• WHAT YOU SHOULD DO:
For the records that follow, give the number of lines in which the word "place" occurs, with nothing added.
####
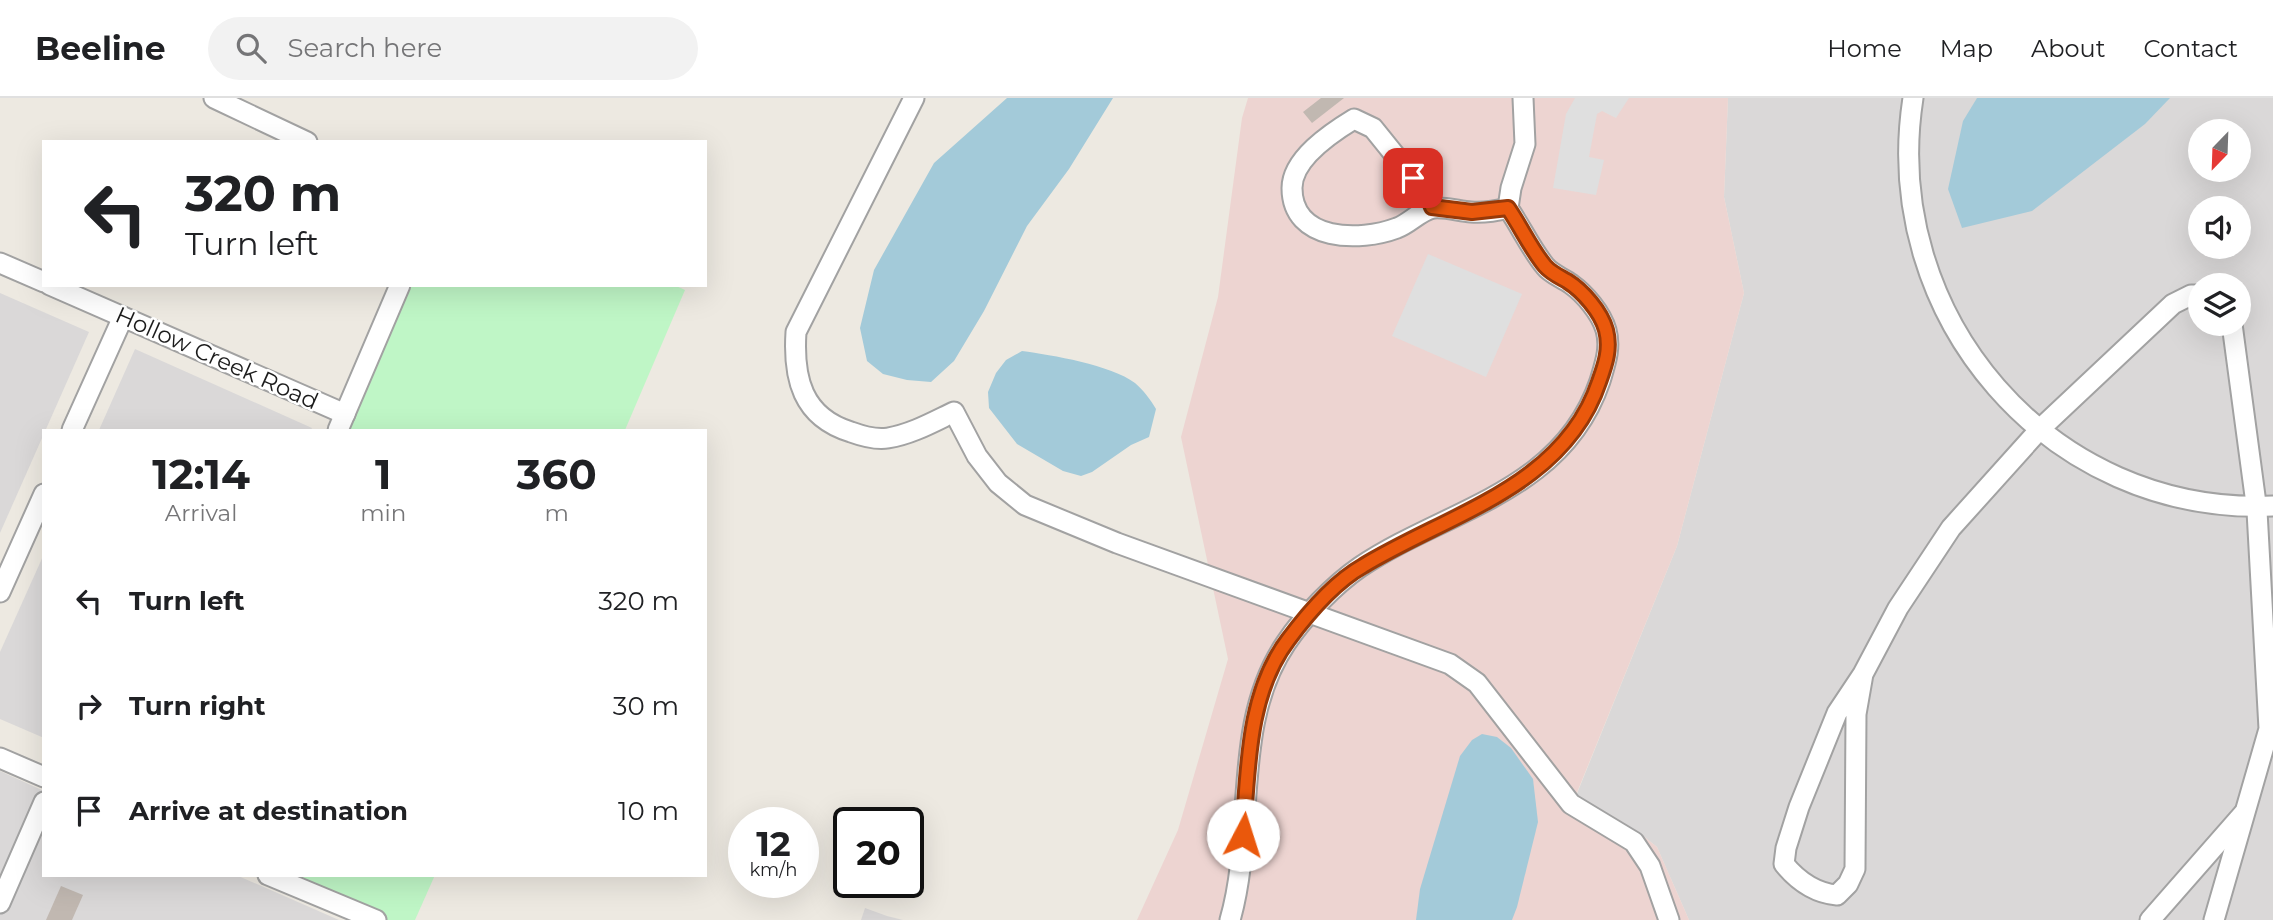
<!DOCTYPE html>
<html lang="en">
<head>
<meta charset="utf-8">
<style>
  :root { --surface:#fff; --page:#f2f2f2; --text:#202124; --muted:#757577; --line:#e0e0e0 }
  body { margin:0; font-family:Montserrat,sans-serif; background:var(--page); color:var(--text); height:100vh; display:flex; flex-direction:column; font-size:26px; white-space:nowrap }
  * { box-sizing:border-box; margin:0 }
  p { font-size:23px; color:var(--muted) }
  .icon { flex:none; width:38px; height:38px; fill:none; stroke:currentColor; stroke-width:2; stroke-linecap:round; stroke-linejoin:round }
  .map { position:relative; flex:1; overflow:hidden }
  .side { position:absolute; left:42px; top:331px; width:665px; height:448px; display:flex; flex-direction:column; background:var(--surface); border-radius:0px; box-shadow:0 7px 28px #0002 }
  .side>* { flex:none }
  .top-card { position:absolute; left:42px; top:42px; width:665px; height:147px; border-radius:0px; box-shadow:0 7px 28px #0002; background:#fff; color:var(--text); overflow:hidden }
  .needle { width:46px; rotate:203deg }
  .fabs { position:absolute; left:2188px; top:21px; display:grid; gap:14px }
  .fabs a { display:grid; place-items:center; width:63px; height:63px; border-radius:50%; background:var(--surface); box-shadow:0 7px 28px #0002; font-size:35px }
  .speed { position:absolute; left:728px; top:709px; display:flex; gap:14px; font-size:35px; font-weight:700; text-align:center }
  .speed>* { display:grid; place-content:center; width:91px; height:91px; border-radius:50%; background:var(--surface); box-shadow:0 7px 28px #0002; line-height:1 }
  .speed small { font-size:18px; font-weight:400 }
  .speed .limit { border:4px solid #111; border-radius:10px; background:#fff; color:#111 }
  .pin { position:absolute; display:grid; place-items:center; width:60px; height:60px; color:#fff; margin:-30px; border-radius:14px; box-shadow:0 4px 10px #0006 }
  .me { position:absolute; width:77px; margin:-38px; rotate:5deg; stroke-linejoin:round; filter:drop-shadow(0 0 5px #0008) }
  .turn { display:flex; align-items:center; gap:24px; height:147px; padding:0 28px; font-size:32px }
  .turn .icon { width:91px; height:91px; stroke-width:2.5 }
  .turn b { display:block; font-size:49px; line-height:60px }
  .eta { display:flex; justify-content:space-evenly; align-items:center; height:119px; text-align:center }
  .eta b { font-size:42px; font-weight:700; line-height:49px }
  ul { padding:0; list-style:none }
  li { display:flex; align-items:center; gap:21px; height:105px; padding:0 28px }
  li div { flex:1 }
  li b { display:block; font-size:26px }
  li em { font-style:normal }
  header { display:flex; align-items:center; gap:42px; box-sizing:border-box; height:98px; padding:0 35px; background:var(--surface); border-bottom:2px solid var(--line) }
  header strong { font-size:33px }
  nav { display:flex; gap:38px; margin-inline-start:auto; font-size:24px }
  .search { width:490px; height:63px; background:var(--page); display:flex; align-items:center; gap:18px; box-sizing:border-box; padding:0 24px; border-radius:38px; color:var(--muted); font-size:26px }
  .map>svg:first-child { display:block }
</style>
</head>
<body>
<header>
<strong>Beeline</strong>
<div class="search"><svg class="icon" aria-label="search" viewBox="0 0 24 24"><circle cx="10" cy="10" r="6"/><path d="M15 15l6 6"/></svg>Search here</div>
<nav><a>Home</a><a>Map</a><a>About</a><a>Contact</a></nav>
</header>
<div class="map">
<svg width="2273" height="822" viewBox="0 0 2273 822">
  <rect width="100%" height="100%" fill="#ede9e1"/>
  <g fill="#dad8d8" fill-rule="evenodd">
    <path d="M 1728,0 L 2273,0 L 2273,822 L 1689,822 L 1657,749 L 1637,733 L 1576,698 L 1677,448 L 1744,195 L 1724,99 ZM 2200,33 L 2238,33 L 2238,72 L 2200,72 ZM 2200,110 L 2238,110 L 2238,149 L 2200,149 ZM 2200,187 L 2238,187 L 2238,226 L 2200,226 Z"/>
    <path d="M 0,195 L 89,234 L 0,435 Z"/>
    <path d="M 135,251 L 312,330 L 311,332 L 99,332 Z"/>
    <path d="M 44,456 L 44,640 L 0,621 L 0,554 Z"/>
    <path d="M 0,673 L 44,693 L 44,777 L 236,777 L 339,822 L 0,822 Z"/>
    <path d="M 865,810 L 887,818 L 903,822 L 861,822 Z"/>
  </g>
  <path fill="#edd4d1" d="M 1248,0 L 1728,0 L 1724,99 L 1744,195 L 1677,448 L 1576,697 L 1637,733 L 1657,749 L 1689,822 L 1137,822 L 1178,732 L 1228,561 L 1181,339 L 1218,199 L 1242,20 Z"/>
  <g fill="#bff6c6">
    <path d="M 400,187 L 674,187 L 685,192 L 625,332 L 338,332 Z"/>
    <path d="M 270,777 L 435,777 L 415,822 L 376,822 Z"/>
  </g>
  <g fill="#dfdfdf">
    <path d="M 1575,0 L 1629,0 L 1616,20 L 1602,13 L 1597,16 L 1589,59 L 1604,62 L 1596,97 L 1553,90 L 1566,16 Z"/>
    <path d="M 1428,156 L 1522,196 L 1486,279 L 1392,238 Z"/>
  </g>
  <g fill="#a3cad9">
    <path d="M 1007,0 L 1113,0 L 1069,71 L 1027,128 L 984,213 L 954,263 L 931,284 L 907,282 L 883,276 L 867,263 L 860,230 L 874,172 L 934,65 Z"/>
    <path d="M 1977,0 L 2170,0 L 2145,26 L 2032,113 L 1962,130 L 1948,91 L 1963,23 Z"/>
    <path d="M 1022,253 C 1052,257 1111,267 1135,285 C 1144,293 1150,301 1156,311 L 1149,339 L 1131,347 L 1092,374 L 1081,378 L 1063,373 L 1017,346 L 989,310 L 988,294 L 996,275 L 1006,262 Z"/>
    <path d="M 1482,636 L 1497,639 L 1511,650 L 1533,681 L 1538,724 L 1517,809 L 1512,822 L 1416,822 L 1420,791 L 1460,658 L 1472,642 Z"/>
  </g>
  <g fill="#c1b8b1">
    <path d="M 1321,0 L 1344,0 L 1312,25 L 1303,14 Z"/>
    <path d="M 61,788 L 83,797 L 72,822 L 46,822 Z"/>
  </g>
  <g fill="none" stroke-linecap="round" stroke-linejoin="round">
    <defs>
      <g id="minor">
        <path d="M 214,0 L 307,44"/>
        <path d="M 914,0 L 796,234 C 793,280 802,319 851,334 C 862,338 876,342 888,340 C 912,336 933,324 954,314 L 977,358 L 998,385 L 1025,407 L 1117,445 L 1450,566 L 1477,585 L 1571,706 L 1634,744 L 1650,768 L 1669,822"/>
        <path d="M 1913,0 C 1879,218 2050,418 2273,408"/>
        <path d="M 1432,109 L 1427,97 L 1373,30 L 1354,21 C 1331,35 1292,61 1292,90 C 1292,144 1360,144 1397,130 C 1409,126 1422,111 1434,110 C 1446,109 1459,113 1471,114 C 1484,115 1496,113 1508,110"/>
        <path d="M 0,165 L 44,184"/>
        <path d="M 50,187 L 345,316"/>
        <path d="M 72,332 L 123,219"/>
        <path d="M 338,332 L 400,187"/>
        <path d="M 0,494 L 44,396"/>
        <path d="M 1863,576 L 1856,616 L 1855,771 L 1848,786 L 1837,797 C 1815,795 1798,783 1784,766 L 1786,750 L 1799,709 L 1837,615 L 1863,576 L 1898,510 L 1951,430 L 2040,331 L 2173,206 L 2191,197 L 2200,197"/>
        <path d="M 0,660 L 44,679"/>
        <path d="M 268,777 L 376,822"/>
        <path d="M 0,805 L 44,704"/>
        <path d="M 1230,822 C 1256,732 1231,626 1286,545 C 1304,518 1334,487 1360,469 C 1446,411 1562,395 1600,283 C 1605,266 1611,250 1606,232 C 1601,215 1585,196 1571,186 C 1563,180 1551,176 1545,168 C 1531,151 1521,129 1508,110 L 1511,90 L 1525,46 L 1523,0"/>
        <path d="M 2150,822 L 2243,716"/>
        <path d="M 2214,822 L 2269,631 L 2257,413 L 2232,226"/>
      </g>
    </defs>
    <use href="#minor" stroke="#a2a2a2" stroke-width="23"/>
    <use href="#minor" stroke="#fff" stroke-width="19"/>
  </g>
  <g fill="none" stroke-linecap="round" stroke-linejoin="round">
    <defs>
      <path id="route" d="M 1243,737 C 1248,673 1247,596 1288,542 C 1308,515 1333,485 1363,468 C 1448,416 1564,389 1599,284 C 1605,267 1611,251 1606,232 C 1601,214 1583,193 1567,183 C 1560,179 1551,175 1545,168 C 1531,151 1521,129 1508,110 L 1472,114 L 1432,109 L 1427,97 L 1413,80"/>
    </defs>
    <use href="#route" stroke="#983908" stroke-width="18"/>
    <use href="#route" stroke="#ea580c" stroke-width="12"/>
  </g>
  <g text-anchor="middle" stroke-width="5" stroke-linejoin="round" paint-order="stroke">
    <g font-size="23" fill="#1b1b1b" stroke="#fff">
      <text transform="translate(217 260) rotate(24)" y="8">Hollow Creek Road</text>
    </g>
  </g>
</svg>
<div class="fabs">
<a><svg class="needle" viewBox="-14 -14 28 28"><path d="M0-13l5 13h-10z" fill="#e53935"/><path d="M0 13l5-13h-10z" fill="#757577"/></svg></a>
<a><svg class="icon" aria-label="sound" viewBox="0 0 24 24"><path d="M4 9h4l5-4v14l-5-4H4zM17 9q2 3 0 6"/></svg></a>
<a><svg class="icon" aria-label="layers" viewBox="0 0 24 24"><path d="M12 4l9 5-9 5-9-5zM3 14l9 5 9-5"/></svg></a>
</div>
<div class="speed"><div>12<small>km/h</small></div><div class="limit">20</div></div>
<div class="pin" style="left:1413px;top:80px;background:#d93025"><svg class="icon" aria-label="arrive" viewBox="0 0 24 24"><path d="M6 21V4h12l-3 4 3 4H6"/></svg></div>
<svg class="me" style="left:1243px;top:737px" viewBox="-20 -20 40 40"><circle r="19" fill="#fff"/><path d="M0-13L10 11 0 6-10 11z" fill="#ea580c"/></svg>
<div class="top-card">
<div class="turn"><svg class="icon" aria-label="left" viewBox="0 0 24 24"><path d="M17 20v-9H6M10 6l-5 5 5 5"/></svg><div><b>320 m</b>Turn left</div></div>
</div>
<section class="side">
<div class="eta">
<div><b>12:14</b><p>Arrival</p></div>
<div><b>1</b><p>min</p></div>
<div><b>360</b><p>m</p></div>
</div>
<ul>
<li><svg class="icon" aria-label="left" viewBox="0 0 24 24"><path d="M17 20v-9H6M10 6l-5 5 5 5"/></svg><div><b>Turn left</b></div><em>320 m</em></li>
<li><svg class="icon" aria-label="right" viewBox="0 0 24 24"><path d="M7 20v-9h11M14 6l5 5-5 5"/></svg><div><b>Turn right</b></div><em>30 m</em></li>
<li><svg class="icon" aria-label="arrive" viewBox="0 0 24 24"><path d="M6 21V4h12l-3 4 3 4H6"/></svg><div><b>Arrive at destination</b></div><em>10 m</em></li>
</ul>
</section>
</div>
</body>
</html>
####
• TASK ANSWER:
3